> [What is being asked] Find every line below where the string "Pana" shows up, and copy those lines.

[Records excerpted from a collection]
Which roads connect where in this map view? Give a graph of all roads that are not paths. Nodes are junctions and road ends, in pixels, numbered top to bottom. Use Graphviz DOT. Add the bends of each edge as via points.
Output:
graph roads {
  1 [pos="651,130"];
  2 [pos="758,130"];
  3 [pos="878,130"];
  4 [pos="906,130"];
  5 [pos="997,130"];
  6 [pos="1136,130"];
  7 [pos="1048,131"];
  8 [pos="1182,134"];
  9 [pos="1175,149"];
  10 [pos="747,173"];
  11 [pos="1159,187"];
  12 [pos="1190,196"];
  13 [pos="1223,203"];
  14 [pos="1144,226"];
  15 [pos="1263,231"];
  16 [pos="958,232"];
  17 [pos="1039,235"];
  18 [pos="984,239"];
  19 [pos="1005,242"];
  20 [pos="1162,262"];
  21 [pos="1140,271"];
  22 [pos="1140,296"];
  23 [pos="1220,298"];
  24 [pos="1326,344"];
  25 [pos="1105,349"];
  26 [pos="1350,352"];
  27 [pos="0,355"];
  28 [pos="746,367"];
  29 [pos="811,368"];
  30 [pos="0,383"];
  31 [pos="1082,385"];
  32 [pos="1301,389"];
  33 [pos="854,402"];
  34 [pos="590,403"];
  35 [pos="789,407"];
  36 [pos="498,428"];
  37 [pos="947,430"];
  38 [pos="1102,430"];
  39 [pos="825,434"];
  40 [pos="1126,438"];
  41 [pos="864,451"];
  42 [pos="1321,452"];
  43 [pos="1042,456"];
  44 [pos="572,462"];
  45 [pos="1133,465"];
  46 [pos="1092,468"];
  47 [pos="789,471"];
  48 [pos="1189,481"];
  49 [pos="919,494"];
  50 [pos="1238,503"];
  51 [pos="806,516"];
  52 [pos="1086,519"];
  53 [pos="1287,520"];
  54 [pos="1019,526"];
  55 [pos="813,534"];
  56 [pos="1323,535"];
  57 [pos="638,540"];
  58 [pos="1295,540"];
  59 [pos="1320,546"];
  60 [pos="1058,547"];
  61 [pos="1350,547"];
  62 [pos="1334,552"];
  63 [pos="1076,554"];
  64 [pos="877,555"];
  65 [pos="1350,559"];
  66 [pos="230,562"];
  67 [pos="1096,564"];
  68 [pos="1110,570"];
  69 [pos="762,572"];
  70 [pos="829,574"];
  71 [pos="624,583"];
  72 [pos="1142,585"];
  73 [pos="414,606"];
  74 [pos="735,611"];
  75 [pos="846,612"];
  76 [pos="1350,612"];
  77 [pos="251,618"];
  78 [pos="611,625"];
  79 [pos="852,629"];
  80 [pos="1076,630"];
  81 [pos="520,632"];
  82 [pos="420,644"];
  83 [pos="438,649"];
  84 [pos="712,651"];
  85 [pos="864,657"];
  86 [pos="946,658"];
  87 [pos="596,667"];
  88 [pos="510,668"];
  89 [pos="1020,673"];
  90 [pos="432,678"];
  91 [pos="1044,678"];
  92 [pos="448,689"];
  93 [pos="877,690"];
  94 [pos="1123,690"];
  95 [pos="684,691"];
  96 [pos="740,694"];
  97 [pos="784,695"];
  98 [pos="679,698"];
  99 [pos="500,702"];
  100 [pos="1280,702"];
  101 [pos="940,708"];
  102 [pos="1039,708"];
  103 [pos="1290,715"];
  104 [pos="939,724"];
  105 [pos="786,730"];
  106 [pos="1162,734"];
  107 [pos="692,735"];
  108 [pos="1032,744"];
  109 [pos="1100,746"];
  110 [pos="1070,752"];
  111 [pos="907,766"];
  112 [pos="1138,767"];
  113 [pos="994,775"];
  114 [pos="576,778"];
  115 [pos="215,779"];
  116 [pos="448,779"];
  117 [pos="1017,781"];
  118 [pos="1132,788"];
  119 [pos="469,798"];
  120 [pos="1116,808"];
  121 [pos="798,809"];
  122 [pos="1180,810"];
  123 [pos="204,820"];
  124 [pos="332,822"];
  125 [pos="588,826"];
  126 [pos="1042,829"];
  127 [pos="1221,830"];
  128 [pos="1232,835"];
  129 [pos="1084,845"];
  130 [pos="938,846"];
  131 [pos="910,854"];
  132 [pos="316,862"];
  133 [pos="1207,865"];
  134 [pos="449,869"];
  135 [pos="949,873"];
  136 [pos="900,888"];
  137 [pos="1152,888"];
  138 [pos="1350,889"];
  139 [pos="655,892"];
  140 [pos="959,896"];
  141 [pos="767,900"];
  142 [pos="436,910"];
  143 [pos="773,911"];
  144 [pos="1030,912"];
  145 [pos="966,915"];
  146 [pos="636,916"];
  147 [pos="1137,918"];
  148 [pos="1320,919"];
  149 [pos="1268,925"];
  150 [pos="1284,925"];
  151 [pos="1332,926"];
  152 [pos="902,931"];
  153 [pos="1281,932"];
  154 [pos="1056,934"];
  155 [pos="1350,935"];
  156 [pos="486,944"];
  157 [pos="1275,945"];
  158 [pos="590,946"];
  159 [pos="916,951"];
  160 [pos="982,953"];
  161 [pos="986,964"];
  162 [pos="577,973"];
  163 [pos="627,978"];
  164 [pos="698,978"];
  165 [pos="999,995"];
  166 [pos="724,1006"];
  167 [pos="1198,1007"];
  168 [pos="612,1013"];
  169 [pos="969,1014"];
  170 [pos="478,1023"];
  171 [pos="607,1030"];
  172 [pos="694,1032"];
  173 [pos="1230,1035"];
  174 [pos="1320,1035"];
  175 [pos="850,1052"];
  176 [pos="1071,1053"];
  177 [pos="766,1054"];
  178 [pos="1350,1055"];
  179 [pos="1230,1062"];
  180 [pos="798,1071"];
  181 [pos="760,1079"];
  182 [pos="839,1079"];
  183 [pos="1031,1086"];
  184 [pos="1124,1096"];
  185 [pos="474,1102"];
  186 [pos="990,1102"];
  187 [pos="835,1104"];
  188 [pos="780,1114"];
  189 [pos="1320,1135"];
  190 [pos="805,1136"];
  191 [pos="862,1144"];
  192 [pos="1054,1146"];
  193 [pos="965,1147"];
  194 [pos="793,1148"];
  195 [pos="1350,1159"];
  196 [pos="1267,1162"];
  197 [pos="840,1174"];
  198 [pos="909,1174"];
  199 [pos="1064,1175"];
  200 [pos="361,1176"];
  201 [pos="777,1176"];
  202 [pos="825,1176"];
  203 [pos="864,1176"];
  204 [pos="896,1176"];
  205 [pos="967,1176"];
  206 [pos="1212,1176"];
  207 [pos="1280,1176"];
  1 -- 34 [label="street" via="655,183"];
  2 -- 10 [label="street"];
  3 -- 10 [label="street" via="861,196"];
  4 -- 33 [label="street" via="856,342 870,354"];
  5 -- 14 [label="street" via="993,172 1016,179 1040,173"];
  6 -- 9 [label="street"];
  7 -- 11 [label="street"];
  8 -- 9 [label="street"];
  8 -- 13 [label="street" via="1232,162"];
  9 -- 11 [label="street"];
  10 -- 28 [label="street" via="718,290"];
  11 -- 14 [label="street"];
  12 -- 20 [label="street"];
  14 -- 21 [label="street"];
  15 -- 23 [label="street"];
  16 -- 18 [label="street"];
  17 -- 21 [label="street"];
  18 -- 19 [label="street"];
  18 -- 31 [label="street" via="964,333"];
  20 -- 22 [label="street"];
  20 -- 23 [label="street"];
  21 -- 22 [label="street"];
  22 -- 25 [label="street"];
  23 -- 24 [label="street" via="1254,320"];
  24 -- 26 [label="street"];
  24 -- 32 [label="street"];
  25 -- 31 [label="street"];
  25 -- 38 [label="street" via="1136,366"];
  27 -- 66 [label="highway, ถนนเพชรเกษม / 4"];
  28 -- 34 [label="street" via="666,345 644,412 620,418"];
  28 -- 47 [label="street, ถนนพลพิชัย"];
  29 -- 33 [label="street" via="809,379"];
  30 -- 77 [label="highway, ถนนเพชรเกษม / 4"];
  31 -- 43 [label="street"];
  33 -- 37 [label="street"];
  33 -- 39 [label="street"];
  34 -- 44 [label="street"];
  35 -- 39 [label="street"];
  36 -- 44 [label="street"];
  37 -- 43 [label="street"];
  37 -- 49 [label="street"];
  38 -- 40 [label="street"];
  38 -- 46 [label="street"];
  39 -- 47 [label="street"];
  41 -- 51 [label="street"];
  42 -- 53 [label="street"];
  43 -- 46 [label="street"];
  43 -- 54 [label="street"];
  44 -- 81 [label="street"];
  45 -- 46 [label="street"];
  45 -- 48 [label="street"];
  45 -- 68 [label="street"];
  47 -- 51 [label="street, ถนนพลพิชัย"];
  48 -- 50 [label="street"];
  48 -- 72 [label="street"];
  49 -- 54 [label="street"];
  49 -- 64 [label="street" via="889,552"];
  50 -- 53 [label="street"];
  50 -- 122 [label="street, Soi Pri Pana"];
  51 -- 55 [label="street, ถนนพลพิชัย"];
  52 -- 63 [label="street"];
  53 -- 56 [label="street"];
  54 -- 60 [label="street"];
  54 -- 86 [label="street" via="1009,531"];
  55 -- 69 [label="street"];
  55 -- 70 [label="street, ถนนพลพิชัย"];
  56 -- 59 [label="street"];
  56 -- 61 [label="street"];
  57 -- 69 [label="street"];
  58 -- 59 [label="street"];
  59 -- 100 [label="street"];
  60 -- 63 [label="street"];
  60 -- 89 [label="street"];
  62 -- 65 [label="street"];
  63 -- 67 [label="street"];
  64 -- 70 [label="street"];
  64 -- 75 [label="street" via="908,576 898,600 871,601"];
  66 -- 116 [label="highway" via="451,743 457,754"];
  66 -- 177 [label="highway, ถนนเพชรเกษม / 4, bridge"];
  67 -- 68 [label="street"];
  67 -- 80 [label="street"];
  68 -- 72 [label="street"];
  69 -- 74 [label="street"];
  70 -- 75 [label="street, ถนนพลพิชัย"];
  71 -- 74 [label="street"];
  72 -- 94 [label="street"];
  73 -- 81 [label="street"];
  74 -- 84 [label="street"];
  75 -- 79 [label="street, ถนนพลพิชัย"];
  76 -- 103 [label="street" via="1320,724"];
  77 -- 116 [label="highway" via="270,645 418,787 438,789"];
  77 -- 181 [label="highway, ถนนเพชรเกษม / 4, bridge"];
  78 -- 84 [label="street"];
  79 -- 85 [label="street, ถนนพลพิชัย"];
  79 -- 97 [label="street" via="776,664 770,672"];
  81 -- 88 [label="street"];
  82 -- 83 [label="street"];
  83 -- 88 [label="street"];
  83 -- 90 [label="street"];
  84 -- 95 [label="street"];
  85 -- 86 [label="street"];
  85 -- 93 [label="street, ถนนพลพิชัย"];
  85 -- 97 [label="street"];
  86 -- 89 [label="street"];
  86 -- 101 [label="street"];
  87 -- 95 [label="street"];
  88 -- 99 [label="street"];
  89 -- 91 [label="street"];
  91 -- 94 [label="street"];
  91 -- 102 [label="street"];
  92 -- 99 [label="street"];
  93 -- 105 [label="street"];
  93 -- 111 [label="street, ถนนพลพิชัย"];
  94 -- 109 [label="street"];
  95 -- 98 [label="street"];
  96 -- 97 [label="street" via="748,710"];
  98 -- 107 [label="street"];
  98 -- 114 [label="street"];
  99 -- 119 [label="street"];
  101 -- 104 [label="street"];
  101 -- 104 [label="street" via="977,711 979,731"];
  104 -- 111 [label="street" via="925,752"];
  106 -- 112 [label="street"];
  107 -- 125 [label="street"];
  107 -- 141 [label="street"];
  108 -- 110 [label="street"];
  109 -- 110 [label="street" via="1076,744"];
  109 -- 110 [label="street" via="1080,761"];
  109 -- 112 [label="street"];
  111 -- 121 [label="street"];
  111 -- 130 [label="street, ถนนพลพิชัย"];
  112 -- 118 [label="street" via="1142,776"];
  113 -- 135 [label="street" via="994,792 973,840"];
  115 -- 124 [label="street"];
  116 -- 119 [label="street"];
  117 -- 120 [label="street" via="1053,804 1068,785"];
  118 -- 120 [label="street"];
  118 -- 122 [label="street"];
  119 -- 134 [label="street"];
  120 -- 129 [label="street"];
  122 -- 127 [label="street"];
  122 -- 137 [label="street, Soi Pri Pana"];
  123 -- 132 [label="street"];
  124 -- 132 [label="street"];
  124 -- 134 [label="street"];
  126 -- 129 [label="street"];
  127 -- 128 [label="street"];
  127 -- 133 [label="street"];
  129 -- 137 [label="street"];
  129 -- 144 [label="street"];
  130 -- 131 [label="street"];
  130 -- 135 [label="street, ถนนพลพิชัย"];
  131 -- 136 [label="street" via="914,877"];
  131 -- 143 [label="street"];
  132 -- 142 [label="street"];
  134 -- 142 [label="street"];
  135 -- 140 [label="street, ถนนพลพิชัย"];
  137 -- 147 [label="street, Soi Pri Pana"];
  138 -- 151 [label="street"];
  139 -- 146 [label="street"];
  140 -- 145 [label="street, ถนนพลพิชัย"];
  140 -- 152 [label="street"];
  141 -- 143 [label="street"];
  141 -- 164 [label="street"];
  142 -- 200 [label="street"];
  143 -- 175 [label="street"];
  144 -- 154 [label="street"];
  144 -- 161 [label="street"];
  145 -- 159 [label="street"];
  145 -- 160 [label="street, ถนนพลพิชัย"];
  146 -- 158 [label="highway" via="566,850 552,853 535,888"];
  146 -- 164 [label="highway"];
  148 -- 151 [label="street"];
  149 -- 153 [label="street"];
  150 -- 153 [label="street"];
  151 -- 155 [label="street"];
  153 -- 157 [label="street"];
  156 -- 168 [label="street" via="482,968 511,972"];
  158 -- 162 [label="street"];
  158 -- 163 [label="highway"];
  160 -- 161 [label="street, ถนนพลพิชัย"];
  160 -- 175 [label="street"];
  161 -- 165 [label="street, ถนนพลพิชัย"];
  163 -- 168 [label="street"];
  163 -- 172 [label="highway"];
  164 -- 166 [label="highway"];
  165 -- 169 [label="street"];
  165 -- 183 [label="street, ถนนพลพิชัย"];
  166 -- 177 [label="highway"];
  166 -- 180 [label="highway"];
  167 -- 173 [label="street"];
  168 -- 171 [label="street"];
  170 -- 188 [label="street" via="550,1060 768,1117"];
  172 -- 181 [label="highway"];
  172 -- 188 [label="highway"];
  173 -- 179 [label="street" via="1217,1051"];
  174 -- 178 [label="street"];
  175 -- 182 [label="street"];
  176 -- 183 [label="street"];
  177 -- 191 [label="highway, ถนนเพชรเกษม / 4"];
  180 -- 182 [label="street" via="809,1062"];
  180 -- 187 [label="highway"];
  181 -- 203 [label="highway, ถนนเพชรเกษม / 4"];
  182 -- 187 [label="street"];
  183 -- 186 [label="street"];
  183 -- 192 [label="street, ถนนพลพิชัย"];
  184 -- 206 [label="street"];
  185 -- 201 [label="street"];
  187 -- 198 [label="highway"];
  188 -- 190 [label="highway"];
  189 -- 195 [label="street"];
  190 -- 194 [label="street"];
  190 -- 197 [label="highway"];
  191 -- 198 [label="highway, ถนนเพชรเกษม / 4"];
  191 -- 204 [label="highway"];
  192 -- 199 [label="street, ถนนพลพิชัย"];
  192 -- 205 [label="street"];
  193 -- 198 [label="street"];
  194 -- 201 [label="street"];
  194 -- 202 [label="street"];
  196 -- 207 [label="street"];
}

> [Answer space]
  50 -- 122 [label="street, Soi Pri Pana"];
  122 -- 137 [label="street, Soi Pri Pana"];
  137 -- 147 [label="street, Soi Pri Pana"];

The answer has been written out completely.